General and administrative expenses in fiscal 2009 decreased to $823,488 as
compared to $3,627,891 in fiscal 2008, primarily as a result of a decrease in
salaries and benefits in connection with the termination of the Company's
software servicing and maintenance operations for FX Direct.
5
The Company experienced a loss from operations of $823,488 in fiscal 2009
as compared to $3,299,891 in 2008.
The Company had other revenues of $285,414 in fiscal 2009, principally
software consulting fees, as compared to other revenues of $2,638,402 in fiscal
2008, principally gains on the Company's investment in FX Direct.
As a result of the foregoing, the Company had a net loss of $538,074 in
fiscal 2009 as compared to a net loss of $661,489 in fiscal 2008.
FINANCIAL CONDITION: LIQUIDITY AND CAPITAL RESOURCES
At January 31, 2009 cash on hand was $134,918 as compared with $67,287 at
January 31, 2008.
On March 17, 2009, the Company completed the Sale of its Membership
Interest to FX Direct. The aggregate purchase price of the Membership Interest
was approximately $26,000,000, of which $9,000,000 was paid in cash at the
closing of the Sale and the remaining $17,000,000 is payable in 36 equal monthly
installments of $472,222.22, bearing interest at the rate of 10% per annum and
evidenced by a subordinated promissory note that was issued pursuant to a Cash
Subordinated Loan Agreement ("Loan Agreement"). The Loan Agreement provides the
Company with an increased interest rate in the event of late payments by the
Purchaser and with the remedy of liquidation in the event of a default. The
Company also received approximately $250,000 from the Purchaser in full
satisfaction of amounts owed to the Company for providing certain services to
the Purchaser.
The Company intends to retain the proceeds of the Sale for general working
capital purposes and to engage in new business opportunities. The Company
believes that the proceeds of the sale of its interest in FX Direct will be
sufficient to fund its operations during fiscal 2010.

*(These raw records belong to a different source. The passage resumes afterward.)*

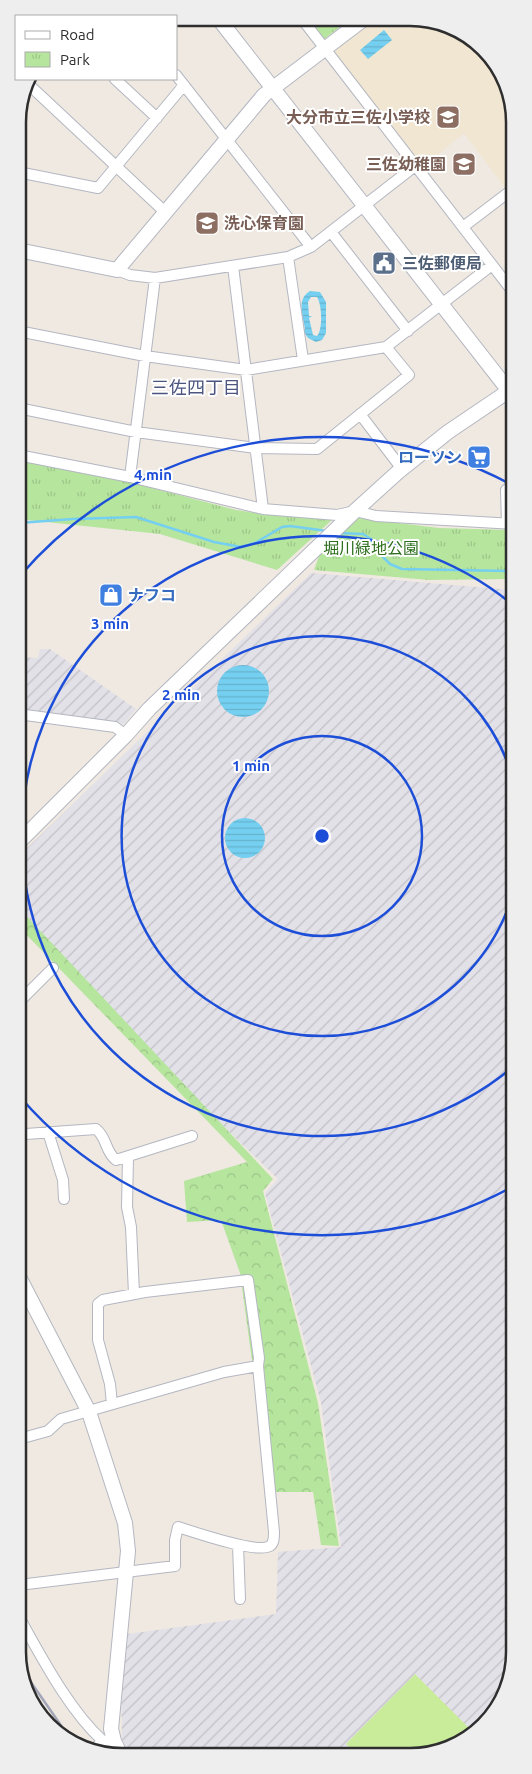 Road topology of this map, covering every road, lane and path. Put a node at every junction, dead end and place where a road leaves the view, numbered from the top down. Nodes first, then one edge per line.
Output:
1 (224, 26) edge
2 (307, 26) edge
3 (355, 26) edge
4 (325, 49) junction
5 (178, 77) edge
6 (116, 80) edge
7 (184, 85) junction
8 (33, 88) edge
9 (273, 88) junction
10 (156, 118) junction
11 (227, 139) junction
12 (116, 166) junction
13 (415, 166) junction
14 (26, 174) edge
15 (506, 194) edge
16 (364, 206) junction
17 (165, 212) junction
18 (463, 227) junction
19 (331, 232) junction
20 (311, 247) junction
21 (26, 253) edge
22 (288, 258) junction
23 (492, 265) junction
24 (232, 266) junction
25 (117, 270) junction
26 (155, 278) junction
27 (506, 283) edge
28 (442, 305) junction
29 (408, 331) junction
30 (26, 333) edge
31 (386, 347) junction
32 (145, 356) junction
33 (303, 360) junction
34 (246, 370) junction
35 (506, 385) edge
36 (506, 394) edge
37 (26, 410) edge
38 (360, 414) junction
39 (136, 432) junction
40 (256, 448) junction
41 (26, 457) edge
42 (402, 469) junction
43 (130, 477) junction
44 (264, 509) junction
45 (355, 511) junction
46 (506, 524) edge
47 (26, 715) edge
48 (126, 735) junction
49 (26, 834) edge
50 (53, 968) dead end
51 (26, 995) edge
52 (48, 1132) junction
53 (26, 1134) edge
54 (192, 1136) dead end
55 (128, 1157) junction
56 (64, 1199) dead end
57 (26, 1291) edge
58 (134, 1294) junction
59 (258, 1366) junction
60 (112, 1404) junction
61 (89, 1412) junction
62 (26, 1438) edge
63 (238, 1545) junction
64 (126, 1572) junction
65 (26, 1584) edge
66 (240, 1599) dead end
67 (26, 1629) edge
68 (108, 1741) junction
69 (101, 1745) edge
70 (114, 1748) edge

1 - 9 street
2 - 4 street
3 - 4 street
4 - 9 street
4 - 13 street
5 - 7 street
6 - 10 street
7 - 10 street
7 - 11 street
8 - 12 street
9 - 11 street
9 - 16 street
10 - 12 street
11 - 17 street
11 - 20 street
12 - 14 street
12 - 17 street
13 - 16 street
13 - 18 street
15 - 18 street
16 - 19 street
16 - 28 street
17 - 25 street
18 - 23 street
19 - 20 street
19 - 29 street
20 - 22 street
21 - 25 street
22 - 24 street
22 - 33 street
23 - 27 street
23 - 28 street
24 - 26 street
24 - 34 street
25 - 26 street
26 - 32 street
28 - 29 street
28 - 35 street
29 - 31 street
30 - 32 street
31 - 33 street
31 - 38 street
32 - 34 street
32 - 39 street
33 - 34 street
34 - 40 street
36 - 42 street
37 - 39 street
38 - 40 street
38 - 42 street
39 - 40 street
39 - 43 street
40 - 44 street
41 - 43 street
42 - 45 street
43 - 44 street
44 - 45 street
45 - 46 street
45 - 48 street
47 - 48 street
48 - 49 street
50 - 51 street
52 - 53 street
52 - 55 street
52 - 56 street
54 - 55 street
55 - 58 street
57 - 61 street
58 - 59 street
58 - 60 street
59 - 60 street
59 - 63 street
60 - 61 street
61 - 62 street
61 - 64 street
63 - 64 street
63 - 66 street
64 - 65 street
64 - 68 street
67 - 68 street
68 - 69 street
68 - 70 street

The Company issued a stock dividend of 211,431 shares of Common Stock to
the holders of the preferred stock in fiscal 2008.
ITEM 7A. QUANTITATIVE AND QUALITATIVE DISCLOSURES ABOUT MARKET RISK
At January 31, 2009, the Company had no outstanding borrowings under loan
facilities.
ITEM 8. FINANCIAL STATEMENTS
See F Pages
ITEM 9. CHANGES IN AND DISAGREEMENTS WITH ACCOUNTANTS ON ACCOUNTING AND
FINANCIAL DISCLOSURE
There have been no changes in accountants or any disagreements with
accountants on any matter of accounting principles or practices or financial
statement disclosures during the two years ended January 31, 2009.
6
ITEM 9A. CONTROLS AND PROCEDURES
(a) EVALUATION OF DISCLOSURE CONTROLS AND PROCEDURES.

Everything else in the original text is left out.